● **Exercise objective**: Please set down all of the data below verbatim.

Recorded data
◆ ◆ ◆ ◆

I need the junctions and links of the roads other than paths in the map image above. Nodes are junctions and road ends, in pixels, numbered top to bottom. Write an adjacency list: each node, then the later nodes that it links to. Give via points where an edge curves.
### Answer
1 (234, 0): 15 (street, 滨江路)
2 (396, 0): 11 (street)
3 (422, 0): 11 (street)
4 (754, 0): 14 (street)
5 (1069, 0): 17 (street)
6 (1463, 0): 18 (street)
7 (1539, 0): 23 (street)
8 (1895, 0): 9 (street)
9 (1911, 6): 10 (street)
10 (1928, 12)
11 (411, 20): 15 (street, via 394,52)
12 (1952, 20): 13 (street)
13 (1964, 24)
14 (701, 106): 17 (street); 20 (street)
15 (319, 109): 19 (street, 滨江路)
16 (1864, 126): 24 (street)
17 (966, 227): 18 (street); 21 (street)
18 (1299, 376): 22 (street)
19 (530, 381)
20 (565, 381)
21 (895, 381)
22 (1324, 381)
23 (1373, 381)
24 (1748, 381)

◆ ◆ ◆ ◆

● **Answer to the problem**:
I need the junctions and links of the roads other than paths in the map image above. Nodes are junctions and road ends, in pixels, numbered top to bottom. Write an adjacency list: each node, then the later nodes that it links to. Give via points where an edge curves.
### Answer
1 (234, 0): 15 (street, 滨江路)
2 (396, 0): 11 (street)
3 (422, 0): 11 (street)
4 (754, 0): 14 (street)
5 (1069, 0): 17 (street)
6 (1463, 0): 18 (street)
7 (1539, 0): 23 (street)
8 (1895, 0): 9 (street)
9 (1911, 6): 10 (street)
10 (1928, 12)
11 (411, 20): 15 (street, via 394,52)
12 (1952, 20): 13 (street)
13 (1964, 24)
14 (701, 106): 17 (street); 20 (street)
15 (319, 109): 19 (street, 滨江路)
16 (1864, 126): 24 (street)
17 (966, 227): 18 (street); 21 (street)
18 (1299, 376): 22 (street)
19 (530, 381)
20 (565, 381)
21 (895, 381)
22 (1324, 381)
23 (1373, 381)
24 (1748, 381)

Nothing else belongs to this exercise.